Mama had been very clear with both boys; they could wear their masks but no skin, not until Monica was safely part of the family. Thomas and Bubba had been so distracted by learning the princess’s name they had almost missed what Mama said. Thomas felt his heart stammer at the sound and Bubba tried, oh he tried desperately to say her name. He repeated it so many times Mama had to shush him, and she’d made damn sure they both heard what she’d said.

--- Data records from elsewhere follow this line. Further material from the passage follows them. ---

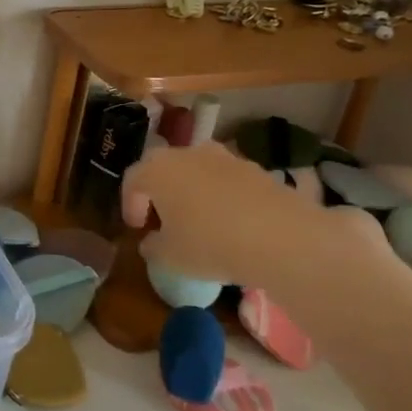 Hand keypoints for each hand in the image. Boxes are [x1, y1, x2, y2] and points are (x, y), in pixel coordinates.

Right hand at [123, 142, 358, 284]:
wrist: (280, 238)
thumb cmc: (209, 244)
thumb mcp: (170, 256)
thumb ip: (153, 247)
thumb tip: (151, 243)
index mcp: (157, 169)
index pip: (132, 180)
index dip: (130, 204)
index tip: (137, 228)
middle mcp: (187, 154)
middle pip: (165, 169)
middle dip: (160, 193)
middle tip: (163, 220)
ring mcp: (225, 158)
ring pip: (198, 171)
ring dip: (193, 191)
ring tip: (200, 221)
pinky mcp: (257, 169)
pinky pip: (228, 181)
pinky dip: (223, 196)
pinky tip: (232, 223) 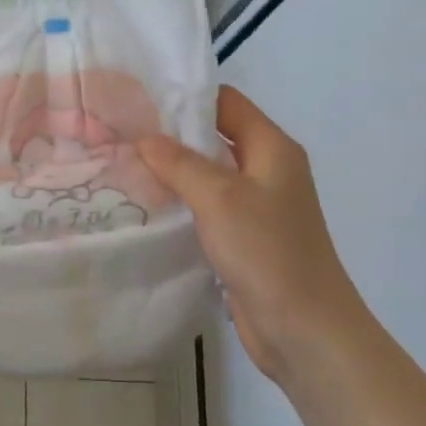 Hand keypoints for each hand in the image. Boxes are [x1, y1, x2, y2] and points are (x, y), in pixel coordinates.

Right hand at [140, 87, 369, 378]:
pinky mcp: (243, 237)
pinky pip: (206, 207)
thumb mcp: (220, 198)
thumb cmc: (267, 252)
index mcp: (272, 148)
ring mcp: (256, 205)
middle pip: (214, 137)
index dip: (186, 96)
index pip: (226, 102)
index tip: (139, 97)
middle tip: (120, 131)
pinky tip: (145, 204)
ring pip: (207, 174)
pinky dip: (179, 202)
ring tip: (122, 163)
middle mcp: (266, 169)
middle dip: (170, 134)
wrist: (304, 329)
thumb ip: (180, 163)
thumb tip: (144, 137)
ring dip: (171, 170) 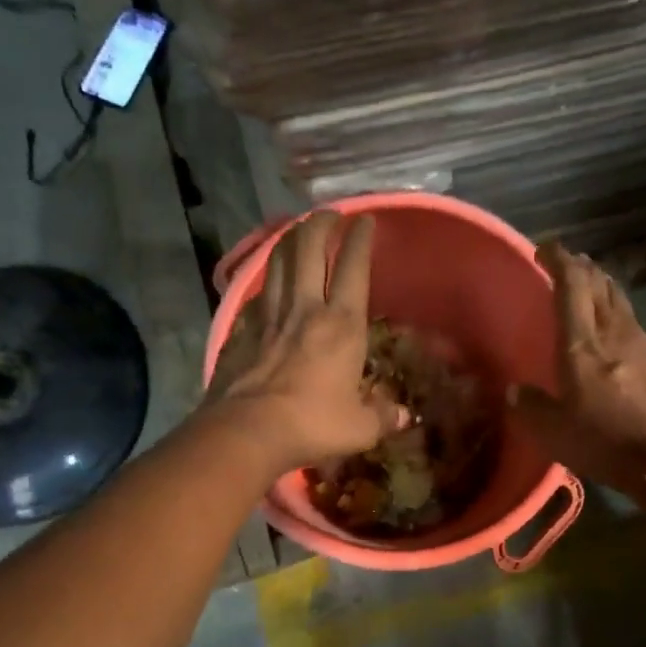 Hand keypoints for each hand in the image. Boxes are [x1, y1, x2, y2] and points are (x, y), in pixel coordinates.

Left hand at [204, 211, 405, 473]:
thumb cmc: (312, 425)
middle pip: (309, 249)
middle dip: (320, 224)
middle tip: (329, 215)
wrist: (247, 431)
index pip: (354, 268)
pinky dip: (267, 279)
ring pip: (278, 262)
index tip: (365, 220)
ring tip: (299, 231)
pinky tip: (270, 282)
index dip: (360, 239)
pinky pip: (258, 293)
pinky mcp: (242, 331)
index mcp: (342, 325)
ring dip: (290, 240)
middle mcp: (305, 309)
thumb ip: (382, 416)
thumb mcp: (360, 428)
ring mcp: (269, 317)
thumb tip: (402, 415)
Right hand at [508, 243, 645, 496]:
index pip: (571, 285)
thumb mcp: (553, 431)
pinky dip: (615, 312)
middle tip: (566, 263)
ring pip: (618, 300)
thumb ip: (531, 406)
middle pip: (599, 285)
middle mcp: (612, 333)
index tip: (545, 248)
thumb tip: (516, 391)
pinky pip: (630, 322)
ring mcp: (640, 345)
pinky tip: (612, 325)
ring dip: (602, 286)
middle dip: (581, 267)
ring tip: (589, 284)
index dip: (558, 260)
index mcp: (582, 343)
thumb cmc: (604, 440)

“Now you boys know we love you, but this city girl ain’t used to how we do things ‘round here. Remember the puppy you found in the barn, Bubba? She’s just like that, she’s little and she’s new to us and how we do things, and she might be a little scared the more she learns but you be patient and she’ll love you good and plenty.” Luda Mae wagged her finger between her two hulking sons, her gaze serious. “No skin masks,you put on your Sunday best, and you know how big you both are. Ya gotta be easy when she’s here--and no. chainsaws. No matter what, you leave those in the basement. Y’hear?”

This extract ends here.